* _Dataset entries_
—————
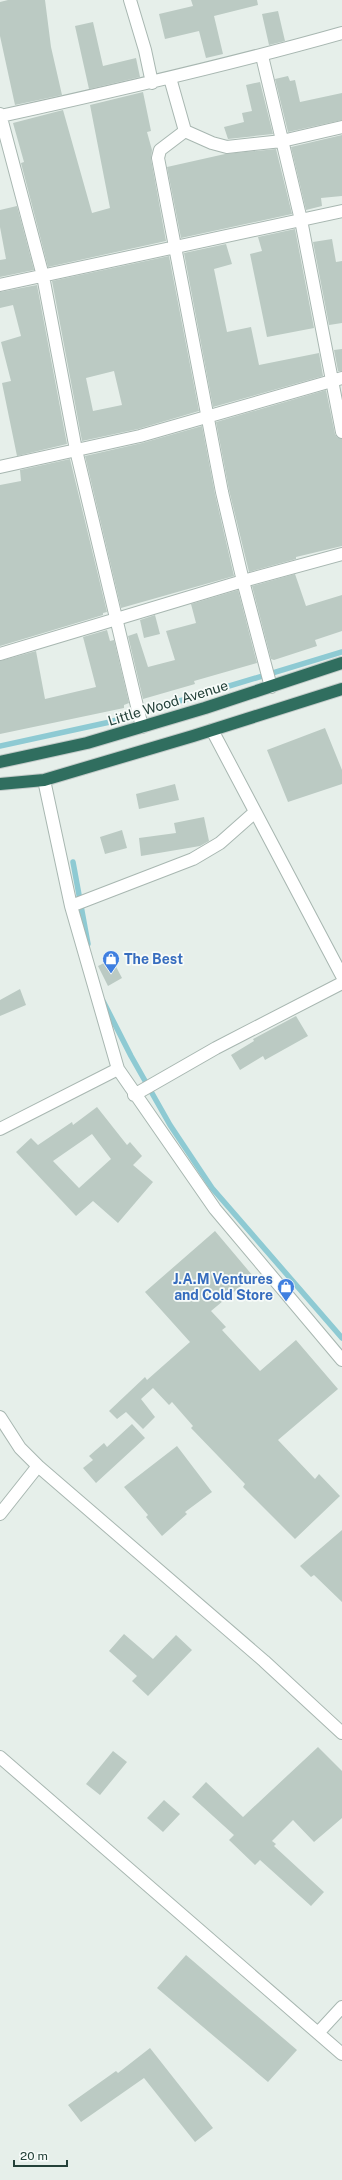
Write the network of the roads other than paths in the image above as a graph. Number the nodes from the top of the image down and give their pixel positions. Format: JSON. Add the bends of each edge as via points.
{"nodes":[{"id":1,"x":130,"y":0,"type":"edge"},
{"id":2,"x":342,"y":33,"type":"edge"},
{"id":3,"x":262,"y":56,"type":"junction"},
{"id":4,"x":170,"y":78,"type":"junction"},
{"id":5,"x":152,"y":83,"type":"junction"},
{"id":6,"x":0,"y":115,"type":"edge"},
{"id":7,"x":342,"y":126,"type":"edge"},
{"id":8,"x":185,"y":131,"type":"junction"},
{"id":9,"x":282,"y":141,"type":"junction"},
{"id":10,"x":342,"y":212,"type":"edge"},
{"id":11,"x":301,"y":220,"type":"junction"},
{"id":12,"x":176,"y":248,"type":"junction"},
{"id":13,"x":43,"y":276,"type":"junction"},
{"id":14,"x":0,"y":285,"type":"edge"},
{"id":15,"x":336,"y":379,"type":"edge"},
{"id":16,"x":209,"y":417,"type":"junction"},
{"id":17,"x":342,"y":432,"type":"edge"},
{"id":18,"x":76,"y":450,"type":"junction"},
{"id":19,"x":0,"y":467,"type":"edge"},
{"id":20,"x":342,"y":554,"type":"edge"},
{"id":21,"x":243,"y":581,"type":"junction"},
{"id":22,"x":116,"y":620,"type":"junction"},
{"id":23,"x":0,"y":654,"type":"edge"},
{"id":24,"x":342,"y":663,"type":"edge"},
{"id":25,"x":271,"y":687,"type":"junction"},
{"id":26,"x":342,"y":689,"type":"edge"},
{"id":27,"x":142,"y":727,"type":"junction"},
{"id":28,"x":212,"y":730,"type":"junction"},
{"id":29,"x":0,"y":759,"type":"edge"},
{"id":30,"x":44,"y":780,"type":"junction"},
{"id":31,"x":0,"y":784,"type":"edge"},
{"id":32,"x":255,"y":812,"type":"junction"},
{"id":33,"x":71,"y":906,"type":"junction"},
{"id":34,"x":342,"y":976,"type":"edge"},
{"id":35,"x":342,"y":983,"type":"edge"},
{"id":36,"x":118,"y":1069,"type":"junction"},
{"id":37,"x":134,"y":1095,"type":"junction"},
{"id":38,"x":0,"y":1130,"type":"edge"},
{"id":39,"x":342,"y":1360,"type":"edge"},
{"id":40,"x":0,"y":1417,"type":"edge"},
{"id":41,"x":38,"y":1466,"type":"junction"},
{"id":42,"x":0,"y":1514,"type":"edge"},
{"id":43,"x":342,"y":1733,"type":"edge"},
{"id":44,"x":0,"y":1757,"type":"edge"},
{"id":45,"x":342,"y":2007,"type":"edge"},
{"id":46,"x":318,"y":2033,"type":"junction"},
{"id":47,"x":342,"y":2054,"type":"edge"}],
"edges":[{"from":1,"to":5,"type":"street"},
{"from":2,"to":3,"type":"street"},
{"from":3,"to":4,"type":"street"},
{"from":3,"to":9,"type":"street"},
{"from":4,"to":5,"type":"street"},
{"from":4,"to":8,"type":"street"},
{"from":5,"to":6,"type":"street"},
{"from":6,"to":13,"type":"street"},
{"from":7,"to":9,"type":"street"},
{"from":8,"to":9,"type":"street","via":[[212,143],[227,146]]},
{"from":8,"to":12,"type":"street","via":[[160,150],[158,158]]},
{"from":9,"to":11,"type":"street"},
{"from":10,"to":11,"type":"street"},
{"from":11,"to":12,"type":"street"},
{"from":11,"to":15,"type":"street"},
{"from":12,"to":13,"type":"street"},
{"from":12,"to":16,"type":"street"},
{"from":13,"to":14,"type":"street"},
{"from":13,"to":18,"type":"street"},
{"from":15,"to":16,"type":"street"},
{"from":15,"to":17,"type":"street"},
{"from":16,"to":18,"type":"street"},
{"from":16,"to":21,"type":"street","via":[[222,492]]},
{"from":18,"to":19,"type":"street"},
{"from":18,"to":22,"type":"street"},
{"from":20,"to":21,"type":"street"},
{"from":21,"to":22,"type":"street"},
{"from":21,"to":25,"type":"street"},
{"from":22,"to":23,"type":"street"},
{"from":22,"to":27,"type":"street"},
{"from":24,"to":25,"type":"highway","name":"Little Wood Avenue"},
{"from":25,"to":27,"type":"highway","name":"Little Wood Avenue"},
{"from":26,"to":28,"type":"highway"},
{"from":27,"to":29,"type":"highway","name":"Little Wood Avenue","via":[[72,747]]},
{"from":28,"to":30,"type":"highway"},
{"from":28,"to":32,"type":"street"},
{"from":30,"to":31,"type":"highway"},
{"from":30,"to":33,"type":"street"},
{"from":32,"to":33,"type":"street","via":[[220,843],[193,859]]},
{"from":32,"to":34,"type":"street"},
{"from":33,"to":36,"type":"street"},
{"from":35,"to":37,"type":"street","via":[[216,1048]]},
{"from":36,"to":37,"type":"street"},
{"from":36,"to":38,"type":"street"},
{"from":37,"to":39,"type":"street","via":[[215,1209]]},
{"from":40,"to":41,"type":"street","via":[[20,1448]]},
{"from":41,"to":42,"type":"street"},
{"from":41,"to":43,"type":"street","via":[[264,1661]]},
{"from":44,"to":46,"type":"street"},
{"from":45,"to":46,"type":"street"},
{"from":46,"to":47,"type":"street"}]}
—————
When you print the records above, keep them exact and leave out the pictures.

* _Solution to this task_
Write the network of the roads other than paths in the image above as a graph. Number the nodes from the top of the image down and give their pixel positions. Format: JSON. Add the bends of each edge as via points.
{"nodes":[{"id":1,"x":130,"y":0,"type":"edge"},
{"id":2,"x":342,"y":33,"type":"edge"},
{"id":3,"x":262,"y":56,"type":"junction"},
{"id":4,"x":170,"y":78,"type":"junction"},
{"id":5,"x":152,"y":83,"type":"junction"},
{"id":6,"x":0,"y":115,"type":"edge"},
{"id":7,"x":342,"y":126,"type":"edge"},
{"id":8,"x":185,"y":131,"type":"junction"},
{"id":9,"x":282,"y":141,"type":"junction"},
{"id":10,"x":342,"y":212,"type":"edge"},
{"id":11,"x":301,"y":220,"type":"junction"},
{"id":12,"x":176,"y":248,"type":"junction"},
{"id":13,"x":43,"y":276,"type":"junction"},
{"id":14,"x":0,"y":285,"type":"edge"},
{"id":15,"x":336,"y":379,"type":"edge"},
{"id":16,"x":209,"y":417,"type":"junction"},
{"id":17,"x":342,"y":432,"type":"edge"},
{"id":18,"x":76,"y":450,"type":"junction"},
{"id":19,"x":0,"y":467,"type":"edge"},
{"id":20,"x":342,"y":554,"type":"edge"},
{"id":21,"x":243,"y":581,"type":"junction"},
{"id":22,"x":116,"y":620,"type":"junction"},
{"id":23,"x":0,"y":654,"type":"edge"},
{"id":24,"x":342,"y":663,"type":"edge"},
{"id":25,"x":271,"y":687,"type":"junction"},
{"id":26,"x":342,"y":689,"type":"edge"},
{"id":27,"x":142,"y":727,"type":"junction"},
{"id":28,"x":212,"y":730,"type":"junction"},
{"id":29,"x":0,"y":759,"type":"edge"},
{"id":30,"x":44,"y":780,"type":"junction"},
{"id":31,"x":0,"y":784,"type":"edge"},
{"id":32,"x":255,"y":812,"type":"junction"},
{"id":33,"x":71,"y":906,"type":"junction"},
{"id":34,"x":342,"y":976,"type":"edge"},
{"id":35,"x":342,"y":983,"type":"edge"},
{"id":36,"x":118,"y":1069,"type":"junction"},
{"id":37,"x":134,"y":1095,"type":"junction"},
{"id":38,"x":0,"y":1130,"type":"edge"},
{"id":39,"x":342,"y":1360,"type":"edge"},
{"id":40,"x":0,"y":1417,"type":"edge"},
{"id":41,"x":38,"y":1466,"type":"junction"},
{"id":42,"x":0,"y":1514,"type":"edge"},
{"id":43,"x":342,"y":1733,"type":"edge"},
{"id":44,"x":0,"y":1757,"type":"edge"},
{"id":45,"x":342,"y":2007,"type":"edge"},
{"id":46,"x":318,"y":2033,"type":"junction"},
{"id":47,"x":342,"y":2054,"type":"edge"}],
"edges":[{"from":1,"to":5,"type":"street"},
{"from":2,"to":3,"type":"street"},
{"from":3,"to":4,"type":"street"},
{"from":3,"to":9,"type":"street"},
{"from":4,"to":5,"type":"street"},
{"from":4,"to":8,"type":"street"},
{"from":5,"to":6,"type":"street"},
{"from":6,"to":13,"type":"street"},
{"from":7,"to":9,"type":"street"},
{"from":8,"to":9,"type":"street","via":[[212,143],[227,146]]},
{"from":8,"to":12,"type":"street","via":[[160,150],[158,158]]},
{"from":9,"to":11,"type":"street"},
{"from":10,"to":11,"type":"street"},
{"from":11,"to":12,"type":"street"},
{"from":11,"to":15,"type":"street"},
{"from":12,"to":13,"type":"street"},
{"from":12,"to":16,"type":"street"},
{"from":13,"to":14,"type":"street"},
{"from":13,"to":18,"type":"street"},
{"from":15,"to":16,"type":"street"},
{"from":15,"to":17,"type":"street"},
{"from":16,"to":18,"type":"street"},
{"from":16,"to":21,"type":"street","via":[[222,492]]},
{"from":18,"to":19,"type":"street"},
{"from":18,"to":22,"type":"street"},
{"from":20,"to":21,"type":"street"},
{"from":21,"to":22,"type":"street"},
{"from":21,"to":25,"type":"street"},
{"from":22,"to":23,"type":"street"},
{"from":22,"to":27,"type":"street"},
{"from":24,"to":25,"type":"highway","name":"Little Wood Avenue"},
{"from":25,"to":27,"type":"highway","name":"Little Wood Avenue"},
{"from":26,"to":28,"type":"highway"},
{"from":27,"to":29,"type":"highway","name":"Little Wood Avenue","via":[[72,747]]},
{"from":28,"to":30,"type":"highway"},
{"from":28,"to":32,"type":"street"},
{"from":30,"to":31,"type":"highway"},
{"from":30,"to":33,"type":"street"},
{"from":32,"to":33,"type":"street","via":[[220,843],[193,859]]},
{"from":32,"to":34,"type":"street"},
{"from":33,"to":36,"type":"street"},
{"from":35,"to":37,"type":"street","via":[[216,1048]]},
{"from":36,"to":37,"type":"street"},
{"from":36,"to":38,"type":"street"},
{"from":37,"to":39,"type":"street","via":[[215,1209]]},
{"from":40,"to":41,"type":"street","via":[[20,1448]]},
{"from":41,"to":42,"type":"street"},
{"from":41,"to":43,"type":"street","via":[[264,1661]]},
{"from":44,"to":46,"type":"street"},
{"from":45,"to":46,"type":"street"},
{"from":46,"to":47,"type":"street"}]}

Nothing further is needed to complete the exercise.